Even our human ears can hear them—low squawks and grunts, splashings and plashings of takeoffs and landings, and the fast, whistling wingbeats of fat-bodied birds passing at high speed over our heads. Behind us the eastern sky over southern Maryland holds just the slightest promise of dawn, and the black river before us is alive with ducks.
Generally speaking, I don’t hear a lot of people announce that they’re off to Washington, D.C., for the great duck hunting. The Potomac River conjures a more stately and historic frame of reference, especially this stretch we’re on, practically in the shadow of the Washington Monument, maybe 20 miles upstream from us.
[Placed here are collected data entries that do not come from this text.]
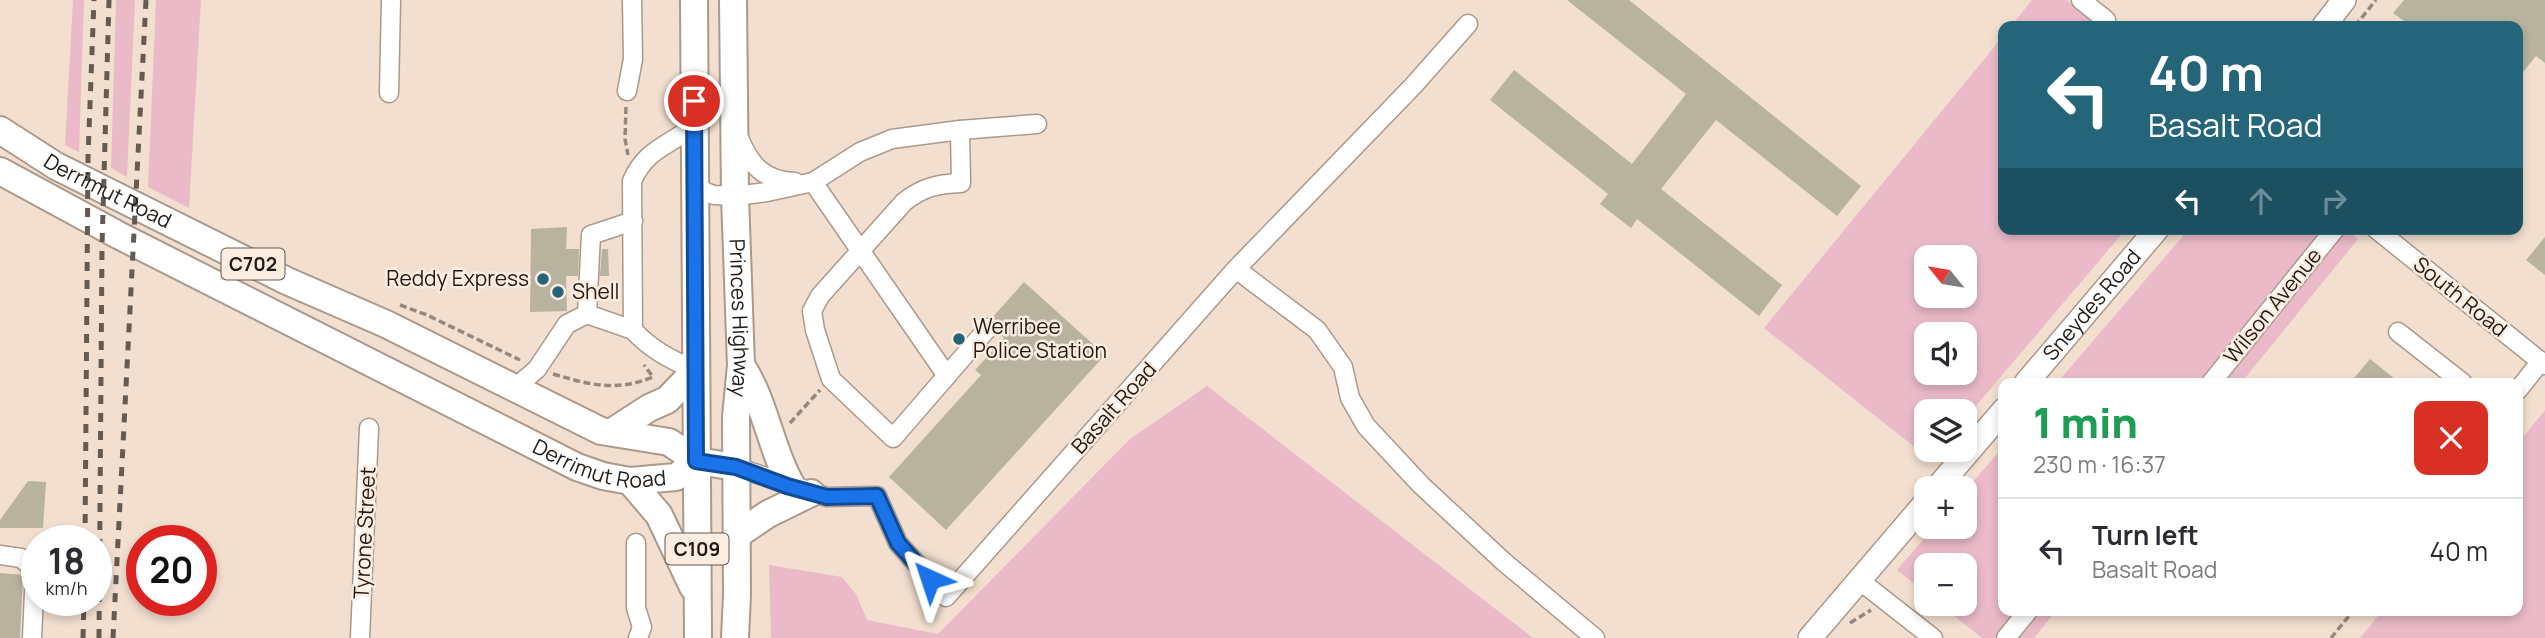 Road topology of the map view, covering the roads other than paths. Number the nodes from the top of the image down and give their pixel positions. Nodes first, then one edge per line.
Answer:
1 (391, 0) edge
2 (632, 0) edge
3 (694, 0) edge
4 (733, 0) edge
5 (2081, 0) edge
6 (2344, 0) edge
7 (2106, 20) dead end
8 (2327, 21) edge
9 (1468, 24) dead end
10 (627, 91) road end
11 (389, 93) dead end
12 (1037, 124) dead end
13 (734, 125) junction
14 (694, 126) junction
15 (0, 130) edge
16 (960, 130) junction
17 (0, 171) edge
18 (813, 182) junction
19 (695, 183) junction
20 (735, 196) junction
21 (632, 221) junction
22 (2152, 235) edge
23 (2330, 235) edge
24 (2383, 235) edge
25 (861, 250) junction
26 (1236, 270) junction
27 (587, 314) junction
28 (988, 328) dead end
29 (633, 330) junction
30 (2398, 332) dead end
31 (2543, 363) edge
32 (741, 365) junction
33 (696, 370) junction
34 (947, 376) junction
35 (2030, 378) edge
36 (2215, 378) edge
37 (2457, 378) edge
38 (2523, 385) edge
39 (515, 388) junction
40 (1998, 417) edge
41 (369, 428) dead end
42 (612, 432) junction
43 (696, 461) junction
44 (736, 467) junction
45 (1947, 476) edge
46 (630, 481) junction
47 (802, 490) junction
48 (1914, 515) edge
49 (737, 535) junction
50 (636, 543) dead end
51 (0, 555) edge
52 (1859, 580) junction
53 (697, 597) junction
54 (2024, 616) edge
55 (32, 638) edge
56 (360, 638) edge
57 (638, 638) edge
58 (698, 638) edge
59 (735, 638) edge
60 (1595, 638) edge
61 (1811, 638) edge
62 (1933, 638) edge
63 (2006, 638) edge

1 - 11 street
2 - 10 street
3 - 14 highway, Princes Highway / C109
4 - 13 highway, Princes Highway / C109
5 - 7 street
6 - 8 main road
9 - 26 street, Basalt Road
12 - 16 street
13 - 18 street
13 - 20 highway, Princes Highway / C109
14 - 19 highway, Princes Highway / C109
14 - 21 street
15 - 39 highway, Derrimut Road / C702
16 - 18 street
16 - 25 street
17 - 46 highway, Derrimut Road / C702
18 - 20 street
18 - 25 street
19 - 20 street
19 - 33 highway, Princes Highway / C109
20 - 32 highway, Princes Highway / C109
21 - 27 street
21 - 29 street
22 - 35 main road, Sneydes Road
23 - 36 street, Wilson Avenue
24 - 31 street, South Road
25 - 34 street
25 - 34 street
26 - 47 street, Basalt Road
26 - 60 street
27 - 29 street
27 - 39 street
28 - 34 street
29 - 33 street
30 - 37 street
31 - 38 street
32 - 44 highway, Princes Highway / C109
32 - 47 highway
33 - 42 highway
33 - 43 highway, Princes Highway / C109
39 - 42 highway, Derrimut Road / C702
40 - 45 main road
41 - 56 street, Tyrone Street
42 - 43 highway, Derrimut Road / C702
43 - 44 highway, C702
43 - 46 highway, Derrimut Road / C702
43 - 53 highway, Princes Highway / C109
44 - 47 street, Basalt Road
44 - 49 highway, Princes Highway / C109
46 - 53 highway
47 - 49 highway
48 - 52 main road
49 - 59 highway, Princes Highway / C109
50 - 57 street
51 - 55 street
52 - 61 main road
52 - 62 street
53 - 58 highway, Princes Highway / C109
54 - 63 street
Just up the shore from Bob’s house is a hamlet called Washington’s Crossing. The Father of Our Country was born and raised on the Virginia side right across from here, and I’d be willing to bet he bagged his share of ducks and geese more or less where Bob, Scott and Kurt are wading in mid-river open-water shallows a half-mile up from Bob’s dock. They’re spreading strings of decoys below a slight hook of the shore—beside a towering power plant—that creates a sandbar where diving ducks and sea ducks come to feed.
The first flower of Virginia and Maryland aristocracies lined these banks with grand plantations when the Potomac was their domestic main street and the Chesapeake their highway to the world for tobacco riches that built the great manors. Colonial squires hunted these shores with beautiful and ornate flintlock fowling pieces, likely as not silver-inlaid and crafted in England, and a few of those planters played outsize roles in the insurrection that led to our nation forcibly separating itself from the aforementioned kingdom. When I get a chance on a break ashore to explore a wild-looking and uninhabited island, traces of an old manor house are discernible amid non-native trees and cultivated bushes that could only have been planted long ago by hand.
We’re better armed than those gentlemen sportsmen of yore, carrying Benelli semi-automatic 12-gauges crafted with this kind of shooting in mind: for large, tough birds often taken at some distance. I’ll start the day firing Federal 3" Magnum Black Cloud loads with No. 2 shot. Maximum range and impact are good things to have on this hunt, because I’ll be shooting at birds that Bob tells me will be farther away than I think they are, flying faster than they appear to be, and of a constitution and chunky build that can make them incredibly hard to kill.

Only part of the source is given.